The right upper quadrant (RUQ) of the abdomen comprises of numerous structures including the liver, gallbladder, kidney, pancreas, part of the colon, small intestine, and upper stomach (Revzin et al., 2017). When a patient has complaints of RUQ pain, further assessment is warranted to avoid serious complications. Complaints of abdomen pain can be vague, therefore proper data collection is necessary to make an accurate diagnosis and aid in appropriate treatment.

  • Subjective data involves the patient’s perception and experience surrounding her chief complaint. The advanced nurse practitioner (APN) should explore the patient’s past medical history, pertinent family history, and social history. Subjective data surrounding past medical history and family history should involve questions such as “have you ever felt this pain before?” and “has anyone in your family had similar problems?” These two questions can indicate whether the patient is predisposed to a certain illness and classify the pain as acute or chronic. Timing, duration, aggravating, and alleviating factors are also imperative subjective date. For instance, the patient should be asked to rate how intense her pain is on a numerical scale, how this pain affects her daily living, and does the pain happen at a certain time during the day such as after meals. Social history includes matters surrounding lifestyle choices, religious practices and beliefs, substance use, and past employment conditions. Accompanied symptoms of fever, nausea and vomiting, stool abnormalities, urinary issues, loss of appetite, and radiating pain should be explored. Both over the counter and prescription medication use must be looked into carefully as well.   

In addition to a full examination, additional objective data would focus on inspection, palpation, auscultation, and percussion of the abdomen. Specific location to any irregularities would guide further assessment. Signs of dehydration or malnourishment would be considered in the color/condition of the skin, mucus membranes and urinary analysis. Respiratory rate, fever, and pulse are applied for suspicion of infectious etiology (AL Basher, 2017).

           Differential diagnoses I would consider in this case include gallstones, peptic ulcer disease, functional dyspepsia, and cholecystitis since the symptoms stated are consistent with such diagnoses. Laboratory tests that would rule out the differential diagnosis include Basic Metabolic Panel (BMP) to evaluate liver functions, kidney function and electrolyte status, Complete Blood Count (CBC) to rule out anemia and infection, a urinalysis to assess for kidney status and urinary tract infection, stool culture for the presence of pathogens and incidence of occult blood.
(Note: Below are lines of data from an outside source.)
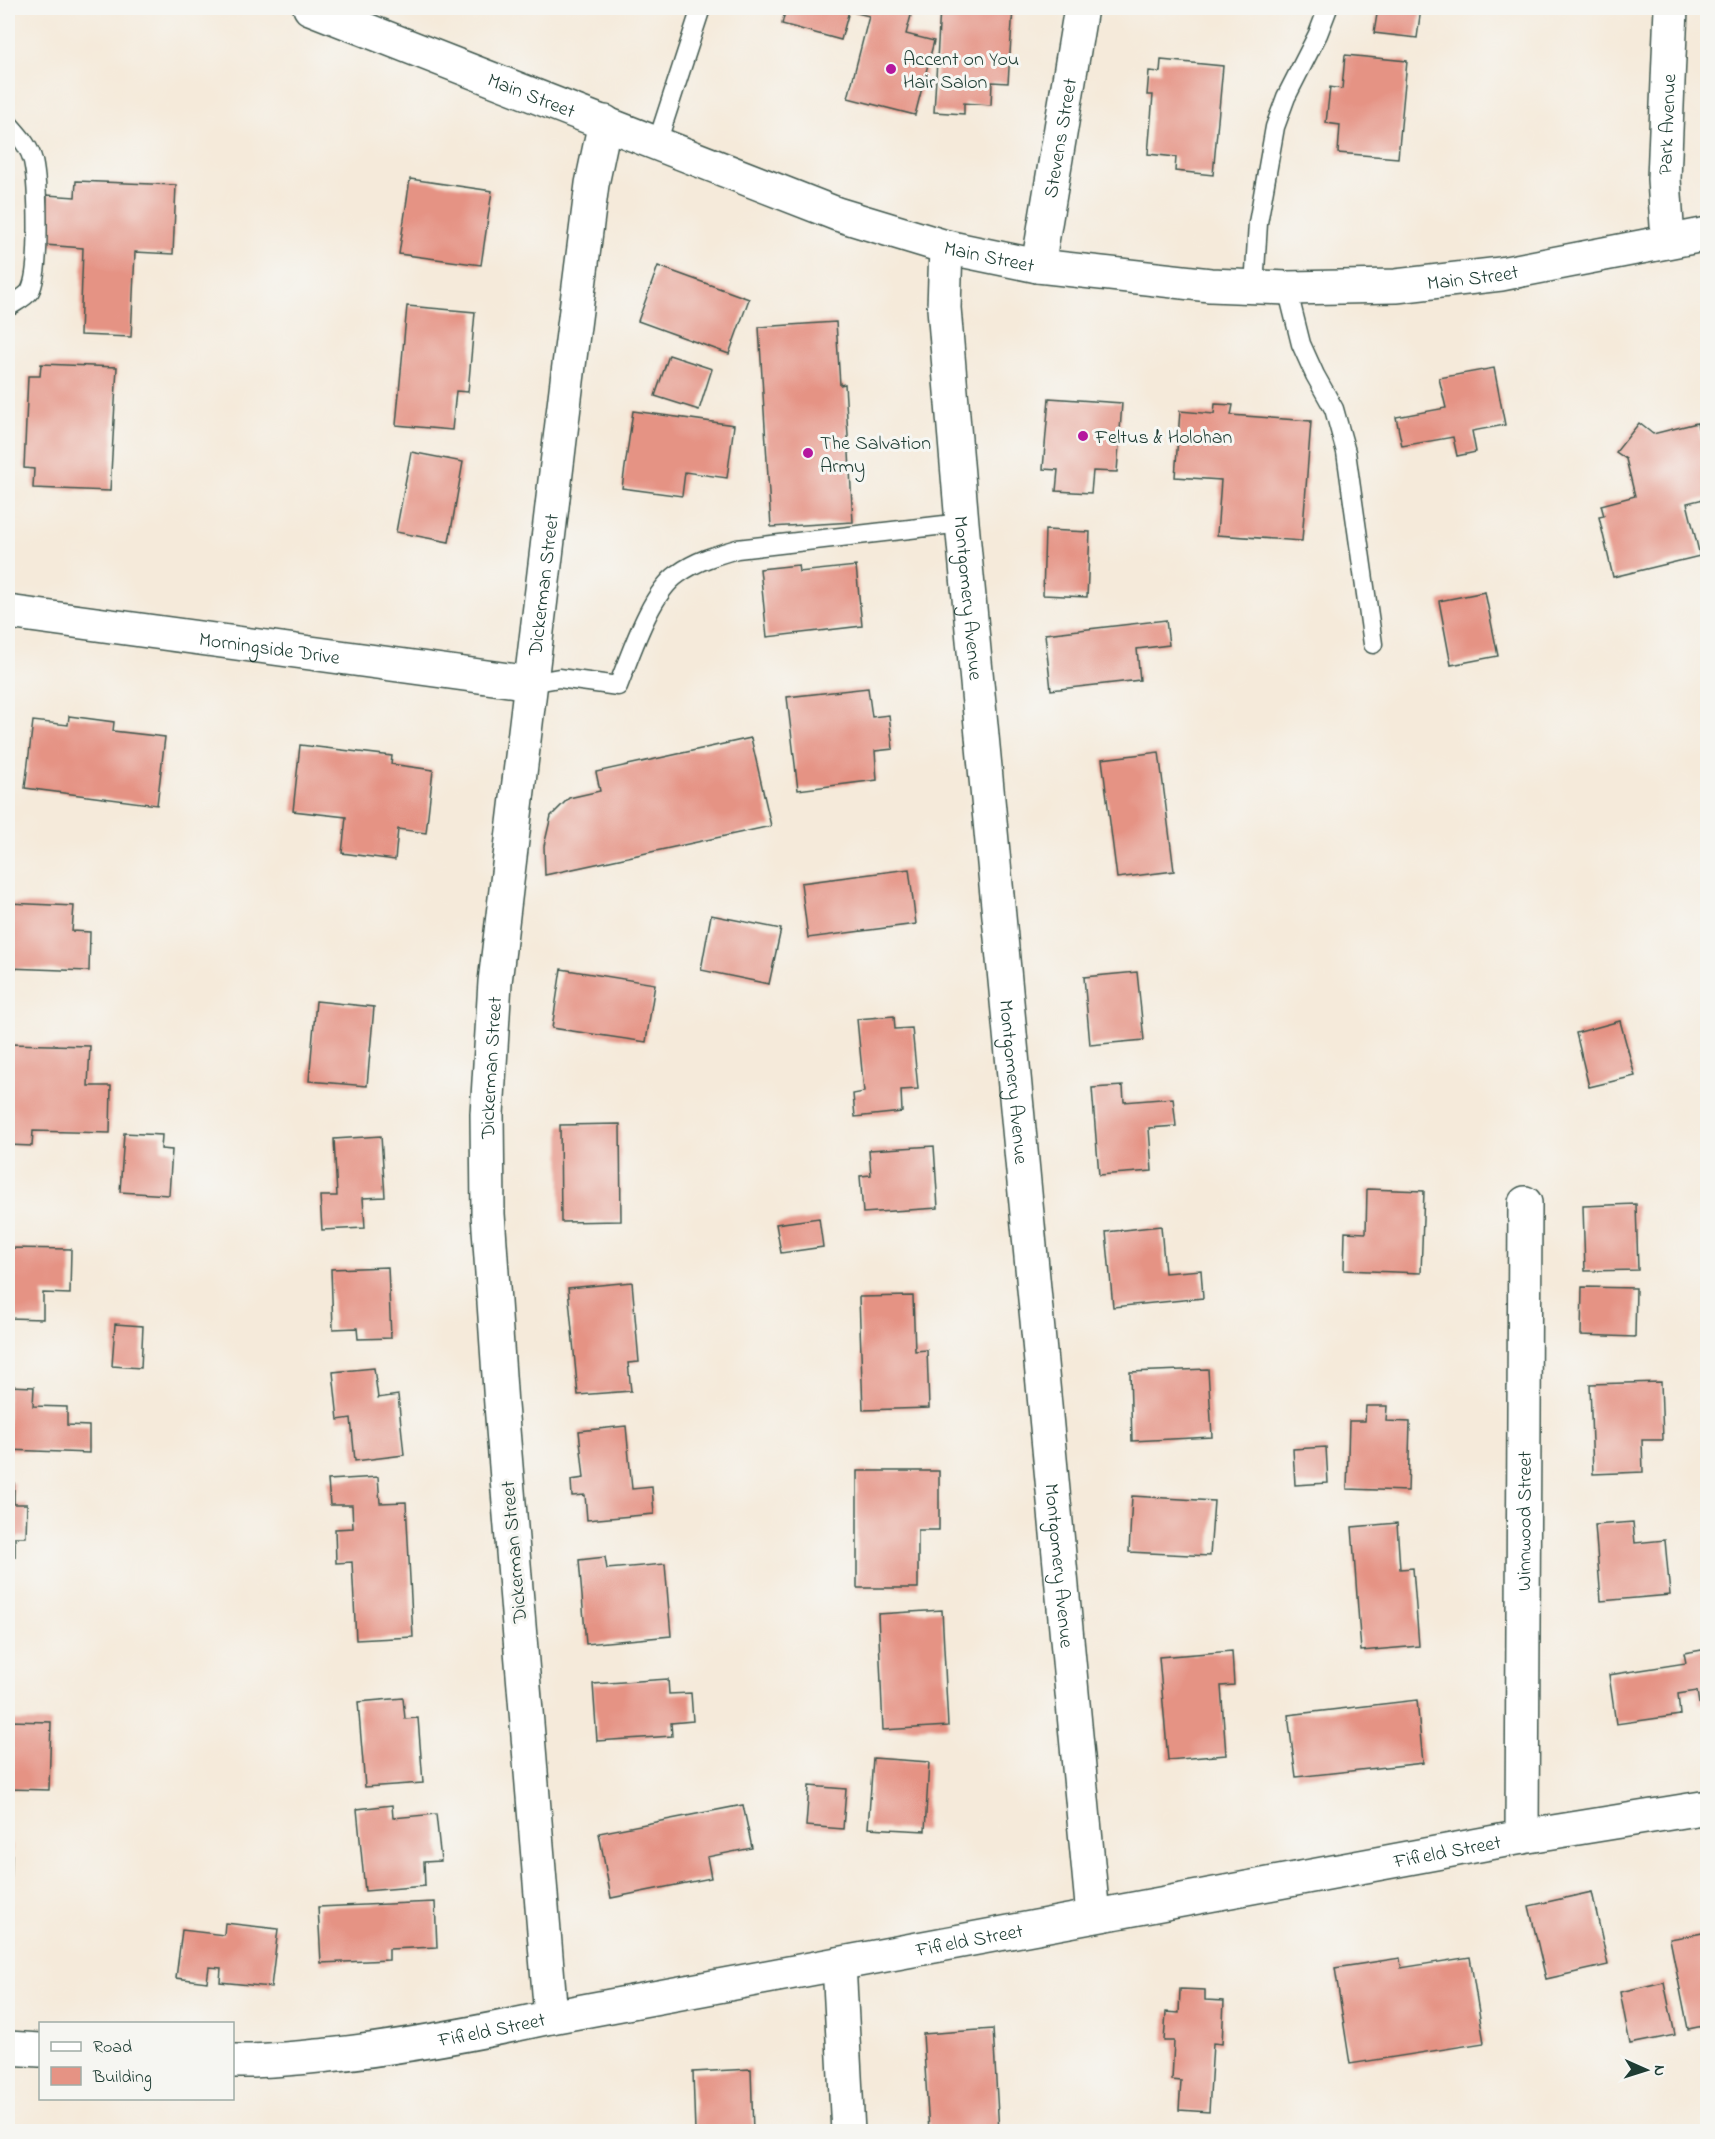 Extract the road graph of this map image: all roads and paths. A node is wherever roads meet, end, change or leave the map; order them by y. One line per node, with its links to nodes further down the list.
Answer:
1 (310, 8): 6 (street, Main Street)
2 (701, 8): 8 (lane)
3 (1081, 8): 12 (street, Stevens Street)
4 (1328, 8): 13 (lane)
5 (1671, 8): 10 (street, Park Avenue)
6 (605, 122): 8 (street, Main Street); 19 (street, Dickerman Street)
7 (8, 123): 15 (lane)
8 (657, 143): 11 (street, Main Street)
9 (1707, 234): 10 (street, Main Street)
10 (1668, 241): 14 (street, Main Street)
11 (946, 247): 12 (street, Main Street); 16 (street, Montgomery Avenue)
12 (1038, 266): 13 (street, Main Street)
13 (1254, 287): 14 (street, Main Street)
14 (1287, 288): 18 (lane)
15 (8, 307)
16 (962, 523): 19 (lane); 23 (street, Montgomery Avenue)
17 (8, 612): 19 (street, Morningside Drive)
18 (1372, 644)
19 (531, 683): 25 (street, Dickerman Street)
20 (1526, 1203): 22 (street, Winnwood Street)
21 (1707, 1807): 22 (street, Fifield Street)
22 (1522, 1837): 23 (street, Fifield Street)
23 (1093, 1916): 24 (street, Fifield Street)
24 (839, 1964): 25 (street, Fifield Street); 29 (street)
25 (551, 2017): 28 (street, Fifield Street)
26 (8, 2048): 27 (street)
27 (39, 2050)
28 (234, 2061)
29 (848, 2132)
           Additional diagnostic studies for the patient include conducting imaging tests such as ultrasound, X-ray, or CT scan to help get a clear picture of the organs in the abdomen and check for abnormalities such as gallstones. If gallstones are present, a cholecystography may be warranted. Based on risks versus benefits, an endoscopy can be suggested if peptic ulcer disease is believed. If it is determined that the patient is suffering from peptic ulcer disease, medications would include pain relievers, anti-acids to help neutralize stomach acid, acid blockers, or proton pump inhibitors to reduce the amount of acid in the stomach.
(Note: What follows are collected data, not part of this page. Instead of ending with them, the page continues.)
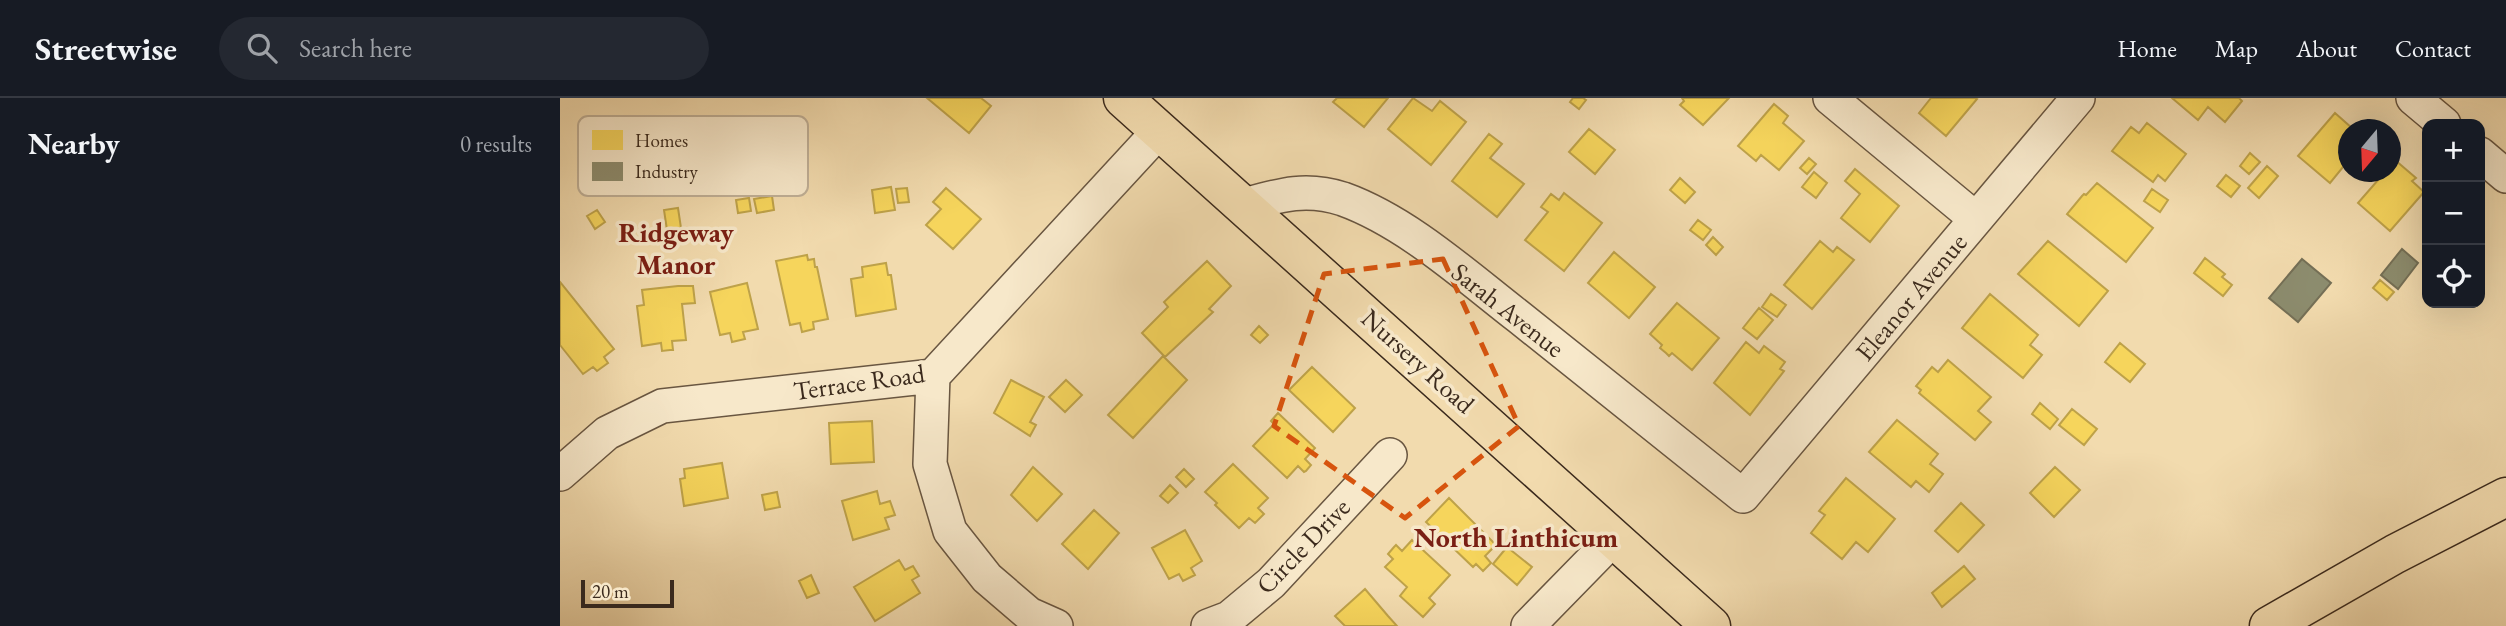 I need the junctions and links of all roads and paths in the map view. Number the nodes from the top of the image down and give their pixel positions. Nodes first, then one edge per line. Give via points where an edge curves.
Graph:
1 (1123, 98) edge
2 (1830, 98) edge
3 (2078, 98) edge
4 (2413, 98) edge
5 (2438, 119) edge
6 (1160, 130) junction
7 (2485, 158) edge
8 (2506, 176) edge
9 (1245, 205) junction
10 (1976, 219) junction
11 (933, 376) junction
12 (1390, 455) dead end
13 (560, 474) edge
14 (1743, 496) joint
15 (2506, 497) edge
16 (1614, 538) junction
17 (1056, 626) edge
18 (1208, 626) edge
19 (1528, 626) edge
20 (1711, 626) edge
21 (2269, 626) edge

1 - 6 main road, Nursery Road
2 - 10 street
3 - 10 street, Eleanor Avenue
4 - 5 street
6 - 9 main road, Nursery Road
6 - 11 street, Terrace Road
7 - 8 street
9 - 14 street, Sarah Avenue via 1288,192 1316,193 1390,219
9 - 16 main road, Nursery Road
10 - 14 street, Eleanor Avenue
11 - 13 street, Terrace Road via 662,406 607,433
11 - 17 street via 930,464 950,531 987,578 1029,614
12 - 18 street, Circle Drive via 1271,583 1229,618
15 - 21 main road
16 - 19 street
16 - 20 main road, Nursery Road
           Potential complications for the treatments include constipation or diarrhea as a result of using anti-acids. The patient will require education on healthy nutrition, adequate hydration, foods to avoid and lifestyle patterns such as eliminating alcohol. The patient should be instructed to notify the APN if she notices blood in her stool, cannot tolerate food, has signs of anemia such as dizziness, and if symptoms worsen. A gastrointestinal consultation would be necessary if the patient did not respond to treatment and/or if the problem is concluded to be chronic.  

References

AL Basher, S. H. M. (2017). Study of Patients with Right Upper Quadrant Pain using Ultrasonograhpy (Doctoral dissertation, Sudan University of Science and Technology).

Revzin, M. V., Scoutt, L. M., Garner, J. G., & Moore, C. L. (2017). Right upper quadrant pain: ultrasound first!. Journal of Ultrasound in Medicine, 36(10), 1975-1985.